Interestingly enough the idea behind alphabet photography started with an illustrated children's book. In 1999 Stephen T. Johnson put together a wordless book that featured still life pictures of everyday objects that looked like letters of the alphabet. The School Library Journal review of this Caldecott Honor book said, "While parents or teachers might assume from the title that this is a traditional alphabet book, they should be encouraged to look at it as an art book. It's sure to inspire older children to venture out on their own walks to discover the alphabet in the familiar objects of their own hometowns."
One Canadian woman was inspired to do just that. "Through my travels I was able to photograph hundreds of objects, found completely in their natural surroundings that resembled letters of the alphabet. A bridge became the letter 'T", an arm on a park bench a "G" and railway tracks an "E". Jennifer Blakeley didn't just stop at taking alphabet pictures though; she turned alphabet photography into a household name and the latest home décor craze in Hollywood.
Celebrities such as Ryan Seacrest and Oprah have lauded the unique creativity of using photographed letters to decorate their space.
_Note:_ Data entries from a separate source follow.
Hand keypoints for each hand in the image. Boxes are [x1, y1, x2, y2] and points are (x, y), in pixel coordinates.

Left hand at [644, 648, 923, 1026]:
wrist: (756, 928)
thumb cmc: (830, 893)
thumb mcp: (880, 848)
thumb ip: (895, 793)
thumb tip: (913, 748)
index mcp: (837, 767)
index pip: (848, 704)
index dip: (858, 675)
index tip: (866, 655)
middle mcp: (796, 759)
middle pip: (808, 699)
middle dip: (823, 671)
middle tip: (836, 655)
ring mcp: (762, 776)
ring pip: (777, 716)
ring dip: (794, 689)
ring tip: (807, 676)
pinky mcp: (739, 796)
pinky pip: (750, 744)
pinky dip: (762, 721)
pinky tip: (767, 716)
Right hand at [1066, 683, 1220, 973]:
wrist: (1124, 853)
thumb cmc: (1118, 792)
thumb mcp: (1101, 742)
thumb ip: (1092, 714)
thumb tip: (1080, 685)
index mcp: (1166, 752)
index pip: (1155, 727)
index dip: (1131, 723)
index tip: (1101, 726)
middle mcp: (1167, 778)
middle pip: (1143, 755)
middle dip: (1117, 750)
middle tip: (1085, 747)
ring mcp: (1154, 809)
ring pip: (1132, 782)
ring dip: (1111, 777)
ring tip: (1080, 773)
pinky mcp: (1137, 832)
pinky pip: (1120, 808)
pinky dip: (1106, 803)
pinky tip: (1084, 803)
Other entrepreneurs soon followed in Ms. Blakeley's footsteps and now you can find alphabet photography not only of natural, outdoor objects, but of individual letters in famous signs or from famous architectural locations all over the world.
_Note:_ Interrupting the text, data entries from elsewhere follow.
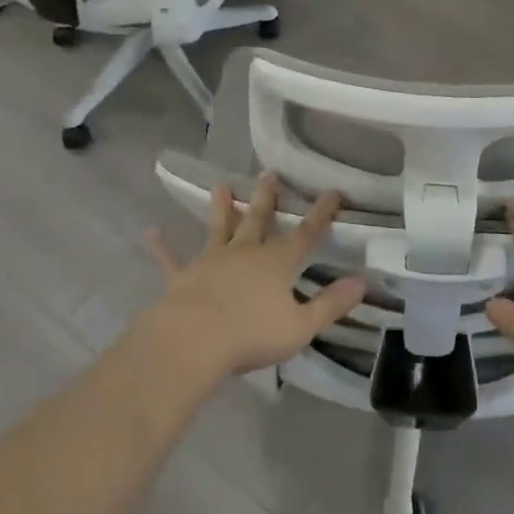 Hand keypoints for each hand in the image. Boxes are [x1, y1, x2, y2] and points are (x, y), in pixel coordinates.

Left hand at [143, 173, 366, 380]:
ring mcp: (211, 261)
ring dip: (221, 208)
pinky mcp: (183, 276)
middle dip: (267, 197)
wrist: (193, 341)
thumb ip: (331, 304)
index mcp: (277, 263)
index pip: (306, 233)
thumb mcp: (301, 326)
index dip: (322, 213)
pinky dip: (162, 247)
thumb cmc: (251, 335)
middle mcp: (246, 253)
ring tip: (220, 185)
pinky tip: (150, 232)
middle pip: (259, 219)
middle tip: (268, 173)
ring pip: (219, 229)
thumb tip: (363, 282)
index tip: (333, 191)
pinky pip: (171, 259) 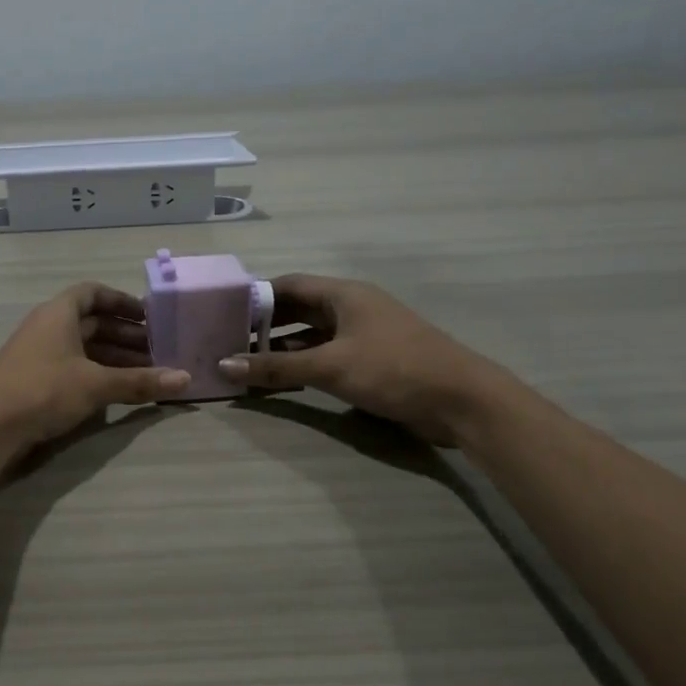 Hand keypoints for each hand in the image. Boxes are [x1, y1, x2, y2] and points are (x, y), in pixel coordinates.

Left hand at [0, 282, 191, 459]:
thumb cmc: (42, 390)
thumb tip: (186, 379)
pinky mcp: (33, 380)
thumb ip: (139, 382)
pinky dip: (96, 374)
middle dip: (125, 335)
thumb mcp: (96, 385)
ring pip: (83, 347)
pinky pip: (72, 367)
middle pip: (91, 322)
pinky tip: (116, 391)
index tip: (148, 315)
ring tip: (146, 373)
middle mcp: (47, 327)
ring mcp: (38, 354)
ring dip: (114, 357)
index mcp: (58, 313)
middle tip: (158, 350)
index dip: (121, 301)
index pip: (92, 292)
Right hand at [216, 274, 511, 445]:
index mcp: (344, 294)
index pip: (288, 285)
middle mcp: (352, 308)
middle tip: (228, 340)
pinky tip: (281, 380)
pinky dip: (303, 364)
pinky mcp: (373, 361)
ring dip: (283, 348)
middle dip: (265, 325)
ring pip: (312, 335)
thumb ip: (277, 367)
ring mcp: (364, 335)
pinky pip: (327, 355)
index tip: (223, 312)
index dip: (255, 297)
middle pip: (298, 309)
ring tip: (246, 362)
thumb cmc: (393, 369)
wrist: (461, 400)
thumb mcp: (330, 367)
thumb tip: (225, 364)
What makes alphabet photography so popular? Part of the appeal of alphabet photographs is the simple appeal of personalization. Everyone likes to see their name - the bigger and flashier the better. Having creative, unique pieces of art on your wall that also spells your name appeals to many people's egos. The variability of this exceptional art choice is another attraction. Almost any and every occasion you can think of is an appropriate time for letter art. Not only individual's names need to be used, for example, an office building could decorate with words like "teamwork" or "success" or "performance". What about a dentist's office with "teeth" or "smile" in their waiting room? A wedding gift with "love" or the couple's last name would be a fun gift. Or a graduation gift that spelled "dream" or "achieve". As you can clearly see, the sky is the limit when it comes to combining words and art. As the age-old saying goes, "a picture is worth a thousand words". How much then are they worth combined?